McGuinness defends China trade trip

A trade mission to China was not a waste of time, Martin McGuinness insisted today.

McGuinness defends China trade trip

A trade mission to China was not a waste of time, Martin McGuinness insisted today.

The North's Deputy First Minister batted away claims that he and the First Minster had failed to get near anyone of influence during their six day trip last month.

Mr McGuinness said: “It was not our fault that the Chinese Communist Party decided to change the date for their event (national congress).

“The advice that we received from diplomats on both the British and Irish side was that the First Minister and I should still go. I think it was a very important first entry into China and I think the opportunities that presents for us in the future are unlimited.”

Peter Robinson and Mr McGuinness escorted 35 firms and educational leaders to Shanghai and Hong Kong to help promote trade, investment and encourage research partnerships.

Tourism Minister Arlene Foster and Agriculture Minister Michelle O’Neill were also part of the delegation.

They had been invited by Madam Liu Yandong, a high ranking Chinese stateswoman, who travelled to Northern Ireland earlier this year.

However, their visit clashed with the 18th national congress of the ruling Communist Party of China during which a new Central Committee was selected.

At question time at the Assembly today, Ulster Unionist Party leader Mike Nesbitt claimed it had not been worthwhile.

Mr Nesbitt said: “Given the Chinese Party Congress coincided with your trip do you accept that you didn’t get within 1200 kilometre of anybody of any real political significance.
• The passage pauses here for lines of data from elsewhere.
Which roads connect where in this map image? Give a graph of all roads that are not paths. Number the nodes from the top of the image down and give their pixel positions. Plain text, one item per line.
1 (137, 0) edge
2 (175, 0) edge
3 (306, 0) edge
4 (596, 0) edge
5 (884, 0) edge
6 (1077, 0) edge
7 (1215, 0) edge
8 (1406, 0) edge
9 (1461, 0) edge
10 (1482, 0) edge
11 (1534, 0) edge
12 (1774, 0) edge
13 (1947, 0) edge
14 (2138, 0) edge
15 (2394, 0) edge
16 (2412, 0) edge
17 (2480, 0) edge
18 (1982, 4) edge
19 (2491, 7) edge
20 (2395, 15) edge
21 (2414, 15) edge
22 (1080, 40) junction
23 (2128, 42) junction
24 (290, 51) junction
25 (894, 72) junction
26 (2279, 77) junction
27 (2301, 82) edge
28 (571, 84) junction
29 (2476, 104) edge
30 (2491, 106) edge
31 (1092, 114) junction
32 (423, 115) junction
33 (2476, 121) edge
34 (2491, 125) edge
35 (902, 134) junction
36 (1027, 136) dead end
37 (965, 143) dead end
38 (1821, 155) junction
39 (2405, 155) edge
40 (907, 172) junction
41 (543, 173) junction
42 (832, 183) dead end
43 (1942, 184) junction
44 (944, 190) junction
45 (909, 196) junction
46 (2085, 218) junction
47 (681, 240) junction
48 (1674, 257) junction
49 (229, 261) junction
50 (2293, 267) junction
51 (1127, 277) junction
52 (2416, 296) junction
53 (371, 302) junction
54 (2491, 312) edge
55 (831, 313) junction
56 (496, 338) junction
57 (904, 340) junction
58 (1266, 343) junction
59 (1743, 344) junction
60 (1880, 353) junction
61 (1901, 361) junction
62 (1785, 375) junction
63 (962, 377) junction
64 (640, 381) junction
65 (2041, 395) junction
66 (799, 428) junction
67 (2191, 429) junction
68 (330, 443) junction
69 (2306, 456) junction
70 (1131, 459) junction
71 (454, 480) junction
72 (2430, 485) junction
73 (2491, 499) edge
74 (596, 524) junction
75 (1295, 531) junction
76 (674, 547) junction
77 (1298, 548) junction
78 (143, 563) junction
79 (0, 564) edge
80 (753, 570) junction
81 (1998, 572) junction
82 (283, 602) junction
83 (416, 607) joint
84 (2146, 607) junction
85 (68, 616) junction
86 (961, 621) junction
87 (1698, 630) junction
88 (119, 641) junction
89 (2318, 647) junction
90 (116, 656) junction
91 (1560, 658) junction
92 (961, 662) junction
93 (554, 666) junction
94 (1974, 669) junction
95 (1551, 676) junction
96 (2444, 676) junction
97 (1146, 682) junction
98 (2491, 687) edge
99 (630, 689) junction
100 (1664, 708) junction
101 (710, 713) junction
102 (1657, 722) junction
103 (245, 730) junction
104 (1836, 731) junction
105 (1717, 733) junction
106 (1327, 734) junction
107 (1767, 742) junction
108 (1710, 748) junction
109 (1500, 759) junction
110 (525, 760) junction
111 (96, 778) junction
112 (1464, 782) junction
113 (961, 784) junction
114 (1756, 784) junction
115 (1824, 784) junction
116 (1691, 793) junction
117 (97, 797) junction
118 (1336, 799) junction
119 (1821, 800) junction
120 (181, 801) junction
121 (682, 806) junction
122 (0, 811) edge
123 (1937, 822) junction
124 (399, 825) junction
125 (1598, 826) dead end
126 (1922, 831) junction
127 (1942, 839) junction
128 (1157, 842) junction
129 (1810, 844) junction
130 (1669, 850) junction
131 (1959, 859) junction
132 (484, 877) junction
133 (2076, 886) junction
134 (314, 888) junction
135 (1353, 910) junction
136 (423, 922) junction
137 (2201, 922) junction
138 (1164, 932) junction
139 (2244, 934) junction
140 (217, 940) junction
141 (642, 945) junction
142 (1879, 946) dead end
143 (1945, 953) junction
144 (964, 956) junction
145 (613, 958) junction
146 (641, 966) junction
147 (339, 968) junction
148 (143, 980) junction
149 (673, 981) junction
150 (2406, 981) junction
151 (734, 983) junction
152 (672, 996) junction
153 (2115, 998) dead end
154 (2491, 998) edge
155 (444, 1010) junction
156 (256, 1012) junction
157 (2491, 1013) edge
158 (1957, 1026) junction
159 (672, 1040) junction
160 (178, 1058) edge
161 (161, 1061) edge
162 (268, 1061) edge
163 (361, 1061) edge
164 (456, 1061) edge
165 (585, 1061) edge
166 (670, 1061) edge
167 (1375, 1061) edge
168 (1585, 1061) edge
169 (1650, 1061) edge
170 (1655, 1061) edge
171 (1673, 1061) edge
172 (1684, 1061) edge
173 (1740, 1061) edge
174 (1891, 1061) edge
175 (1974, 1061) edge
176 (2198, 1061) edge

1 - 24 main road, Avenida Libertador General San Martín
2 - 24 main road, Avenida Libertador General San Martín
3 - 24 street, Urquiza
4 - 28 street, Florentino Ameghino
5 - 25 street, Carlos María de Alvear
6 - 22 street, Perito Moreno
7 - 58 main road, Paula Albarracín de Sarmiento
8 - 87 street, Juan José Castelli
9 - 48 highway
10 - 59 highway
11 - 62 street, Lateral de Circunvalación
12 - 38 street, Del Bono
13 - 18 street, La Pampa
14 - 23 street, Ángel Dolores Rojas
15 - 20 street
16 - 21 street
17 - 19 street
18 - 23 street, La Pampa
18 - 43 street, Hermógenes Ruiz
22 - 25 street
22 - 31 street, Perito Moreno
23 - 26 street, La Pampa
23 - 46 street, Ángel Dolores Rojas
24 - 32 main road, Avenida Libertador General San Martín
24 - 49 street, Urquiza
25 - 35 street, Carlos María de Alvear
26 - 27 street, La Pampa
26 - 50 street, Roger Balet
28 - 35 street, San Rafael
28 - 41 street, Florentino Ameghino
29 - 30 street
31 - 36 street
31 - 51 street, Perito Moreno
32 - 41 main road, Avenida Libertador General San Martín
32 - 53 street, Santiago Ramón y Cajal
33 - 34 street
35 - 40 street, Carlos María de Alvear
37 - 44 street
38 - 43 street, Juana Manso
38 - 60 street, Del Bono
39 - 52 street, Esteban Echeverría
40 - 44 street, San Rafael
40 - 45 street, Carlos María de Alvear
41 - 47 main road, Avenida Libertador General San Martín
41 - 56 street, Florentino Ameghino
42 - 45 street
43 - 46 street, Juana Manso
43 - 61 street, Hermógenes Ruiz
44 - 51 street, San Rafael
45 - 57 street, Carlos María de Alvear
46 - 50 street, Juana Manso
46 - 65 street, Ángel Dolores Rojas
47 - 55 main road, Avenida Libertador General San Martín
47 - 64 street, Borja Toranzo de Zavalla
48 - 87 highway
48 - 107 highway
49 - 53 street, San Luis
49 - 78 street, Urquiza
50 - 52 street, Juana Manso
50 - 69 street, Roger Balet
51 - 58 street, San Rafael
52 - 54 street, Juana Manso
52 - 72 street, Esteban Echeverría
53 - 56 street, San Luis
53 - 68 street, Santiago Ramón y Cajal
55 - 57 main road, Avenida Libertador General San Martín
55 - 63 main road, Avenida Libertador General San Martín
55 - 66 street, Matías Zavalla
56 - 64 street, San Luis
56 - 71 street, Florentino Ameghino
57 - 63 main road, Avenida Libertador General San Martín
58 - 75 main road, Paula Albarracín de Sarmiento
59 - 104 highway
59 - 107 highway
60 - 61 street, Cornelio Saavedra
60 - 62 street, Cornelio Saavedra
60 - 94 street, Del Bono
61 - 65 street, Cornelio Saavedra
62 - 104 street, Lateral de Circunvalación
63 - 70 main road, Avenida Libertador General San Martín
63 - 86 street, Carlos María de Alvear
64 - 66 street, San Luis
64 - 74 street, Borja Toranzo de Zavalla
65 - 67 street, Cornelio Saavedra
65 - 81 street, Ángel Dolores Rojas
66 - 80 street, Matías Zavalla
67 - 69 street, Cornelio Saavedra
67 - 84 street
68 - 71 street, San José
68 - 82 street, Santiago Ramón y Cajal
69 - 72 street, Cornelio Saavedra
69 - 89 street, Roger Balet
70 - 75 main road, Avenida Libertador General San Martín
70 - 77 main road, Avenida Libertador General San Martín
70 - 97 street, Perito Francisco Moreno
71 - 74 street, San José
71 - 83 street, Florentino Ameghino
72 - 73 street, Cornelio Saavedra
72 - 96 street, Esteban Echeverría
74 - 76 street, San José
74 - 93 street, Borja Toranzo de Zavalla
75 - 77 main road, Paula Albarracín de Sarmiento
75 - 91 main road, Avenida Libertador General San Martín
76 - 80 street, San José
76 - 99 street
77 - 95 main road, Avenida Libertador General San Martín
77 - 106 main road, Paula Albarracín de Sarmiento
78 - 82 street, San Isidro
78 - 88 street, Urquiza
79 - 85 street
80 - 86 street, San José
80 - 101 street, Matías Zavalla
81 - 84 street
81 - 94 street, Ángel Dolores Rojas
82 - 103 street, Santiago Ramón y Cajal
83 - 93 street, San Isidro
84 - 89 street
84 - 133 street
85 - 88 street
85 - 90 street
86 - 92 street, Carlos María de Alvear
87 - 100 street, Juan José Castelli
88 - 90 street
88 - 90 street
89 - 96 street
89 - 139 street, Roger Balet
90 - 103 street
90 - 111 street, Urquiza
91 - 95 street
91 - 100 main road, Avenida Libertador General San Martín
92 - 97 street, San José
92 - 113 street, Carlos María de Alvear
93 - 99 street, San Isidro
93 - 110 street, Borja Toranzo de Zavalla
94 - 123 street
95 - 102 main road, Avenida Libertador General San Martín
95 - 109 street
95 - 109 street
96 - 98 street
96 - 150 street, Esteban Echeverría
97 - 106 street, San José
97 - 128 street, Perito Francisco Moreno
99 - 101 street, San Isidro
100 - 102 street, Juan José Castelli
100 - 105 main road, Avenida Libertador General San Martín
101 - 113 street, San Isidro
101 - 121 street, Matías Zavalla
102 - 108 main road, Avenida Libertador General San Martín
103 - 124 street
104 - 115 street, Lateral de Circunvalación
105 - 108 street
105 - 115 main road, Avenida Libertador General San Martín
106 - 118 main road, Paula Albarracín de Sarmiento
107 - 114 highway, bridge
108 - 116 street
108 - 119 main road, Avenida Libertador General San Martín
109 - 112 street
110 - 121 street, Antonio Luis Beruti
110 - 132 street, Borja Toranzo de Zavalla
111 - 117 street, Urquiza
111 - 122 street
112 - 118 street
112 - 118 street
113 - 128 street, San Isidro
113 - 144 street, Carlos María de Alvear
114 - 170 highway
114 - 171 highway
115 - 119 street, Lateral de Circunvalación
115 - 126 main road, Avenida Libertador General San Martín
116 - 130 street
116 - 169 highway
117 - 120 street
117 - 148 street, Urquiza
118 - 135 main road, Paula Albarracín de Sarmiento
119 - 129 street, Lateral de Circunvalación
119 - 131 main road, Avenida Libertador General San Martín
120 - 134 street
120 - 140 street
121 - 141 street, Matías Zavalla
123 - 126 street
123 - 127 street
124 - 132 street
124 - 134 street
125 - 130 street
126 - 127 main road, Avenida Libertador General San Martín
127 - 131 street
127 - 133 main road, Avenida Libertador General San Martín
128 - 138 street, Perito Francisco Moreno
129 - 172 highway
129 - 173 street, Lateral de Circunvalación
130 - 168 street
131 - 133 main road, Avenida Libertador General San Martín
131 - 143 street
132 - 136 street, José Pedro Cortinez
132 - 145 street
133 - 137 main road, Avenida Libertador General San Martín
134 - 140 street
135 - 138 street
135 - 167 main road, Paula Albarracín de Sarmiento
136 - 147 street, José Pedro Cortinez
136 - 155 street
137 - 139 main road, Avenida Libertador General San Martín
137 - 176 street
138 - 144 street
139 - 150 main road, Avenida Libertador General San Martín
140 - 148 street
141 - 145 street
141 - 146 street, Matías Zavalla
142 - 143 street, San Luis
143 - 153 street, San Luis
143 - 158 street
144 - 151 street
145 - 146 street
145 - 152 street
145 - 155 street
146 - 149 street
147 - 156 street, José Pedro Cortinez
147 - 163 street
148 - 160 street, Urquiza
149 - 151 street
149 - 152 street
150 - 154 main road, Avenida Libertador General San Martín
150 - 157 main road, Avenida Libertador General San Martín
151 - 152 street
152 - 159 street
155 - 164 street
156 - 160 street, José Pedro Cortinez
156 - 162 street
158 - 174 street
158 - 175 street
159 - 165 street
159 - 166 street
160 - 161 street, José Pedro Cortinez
Is that why the taxpayers have to fund a return trip so early in the New Year.”

A clearly irritated Mr McGuinness hit back and branded the question ignorant.

He said: “I think it is a very small minded question that has been asked by the leader of a party which is now clearly much smaller than it was before.”

Mr McGuinness also defended the decision to return to the Far East next year. He said there was an art to establishing relationships in China which could not established with just one visit.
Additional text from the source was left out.